Stored entries:
++++++++++
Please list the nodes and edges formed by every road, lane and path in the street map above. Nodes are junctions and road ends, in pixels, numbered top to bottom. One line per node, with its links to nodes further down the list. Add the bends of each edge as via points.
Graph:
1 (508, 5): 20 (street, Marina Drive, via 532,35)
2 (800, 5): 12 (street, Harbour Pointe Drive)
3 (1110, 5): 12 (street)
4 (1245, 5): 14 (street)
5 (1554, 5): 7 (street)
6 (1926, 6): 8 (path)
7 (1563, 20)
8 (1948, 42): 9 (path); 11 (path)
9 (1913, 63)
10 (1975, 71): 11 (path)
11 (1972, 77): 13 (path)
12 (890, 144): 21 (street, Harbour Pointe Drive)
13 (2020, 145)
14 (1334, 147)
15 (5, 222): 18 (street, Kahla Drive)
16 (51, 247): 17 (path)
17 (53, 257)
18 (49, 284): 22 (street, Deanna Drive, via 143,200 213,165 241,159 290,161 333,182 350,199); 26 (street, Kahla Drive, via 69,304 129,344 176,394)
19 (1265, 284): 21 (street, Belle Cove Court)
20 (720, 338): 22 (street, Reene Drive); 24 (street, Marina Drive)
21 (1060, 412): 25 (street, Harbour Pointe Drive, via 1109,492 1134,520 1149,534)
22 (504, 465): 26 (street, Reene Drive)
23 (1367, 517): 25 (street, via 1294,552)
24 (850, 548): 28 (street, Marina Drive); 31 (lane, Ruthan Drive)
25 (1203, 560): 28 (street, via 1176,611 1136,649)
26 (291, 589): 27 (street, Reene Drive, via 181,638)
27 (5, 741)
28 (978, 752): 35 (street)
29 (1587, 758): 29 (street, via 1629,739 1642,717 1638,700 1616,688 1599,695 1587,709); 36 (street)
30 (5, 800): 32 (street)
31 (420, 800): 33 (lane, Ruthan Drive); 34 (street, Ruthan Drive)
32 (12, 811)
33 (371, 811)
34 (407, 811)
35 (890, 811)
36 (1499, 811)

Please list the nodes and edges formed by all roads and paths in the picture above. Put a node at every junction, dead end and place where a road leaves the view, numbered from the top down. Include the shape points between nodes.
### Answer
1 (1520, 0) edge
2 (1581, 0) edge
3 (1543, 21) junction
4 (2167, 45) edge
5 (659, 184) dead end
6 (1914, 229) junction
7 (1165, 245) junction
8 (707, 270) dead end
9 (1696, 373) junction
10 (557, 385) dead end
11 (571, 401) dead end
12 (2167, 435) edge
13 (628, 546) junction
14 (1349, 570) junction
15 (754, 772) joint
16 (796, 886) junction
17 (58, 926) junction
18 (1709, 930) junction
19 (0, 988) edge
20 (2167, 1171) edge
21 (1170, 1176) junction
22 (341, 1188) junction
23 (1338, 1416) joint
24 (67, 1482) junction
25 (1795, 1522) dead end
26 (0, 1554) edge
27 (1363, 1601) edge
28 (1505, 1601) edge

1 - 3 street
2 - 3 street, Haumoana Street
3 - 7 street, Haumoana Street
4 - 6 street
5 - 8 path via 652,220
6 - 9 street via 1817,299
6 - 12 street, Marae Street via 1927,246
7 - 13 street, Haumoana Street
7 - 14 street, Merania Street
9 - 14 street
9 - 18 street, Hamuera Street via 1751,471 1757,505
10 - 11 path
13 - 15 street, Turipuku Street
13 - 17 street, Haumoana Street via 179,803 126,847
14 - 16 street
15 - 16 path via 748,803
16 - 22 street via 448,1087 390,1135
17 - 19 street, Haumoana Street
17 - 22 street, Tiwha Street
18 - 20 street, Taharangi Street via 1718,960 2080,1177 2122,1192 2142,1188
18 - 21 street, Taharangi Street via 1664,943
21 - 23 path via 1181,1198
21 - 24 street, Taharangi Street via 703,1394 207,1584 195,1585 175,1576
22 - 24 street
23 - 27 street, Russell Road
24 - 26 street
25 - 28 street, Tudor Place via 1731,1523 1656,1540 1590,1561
++++++++++
Look over the entries for "Haumoana", then copy every line that includes that string.

Exercise output:
2 - 3 street, Haumoana Street
3 - 7 street, Haumoana Street
7 - 13 street, Haumoana Street
13 - 17 street, Haumoana Street via 179,803 126,847
17 - 19 street, Haumoana Street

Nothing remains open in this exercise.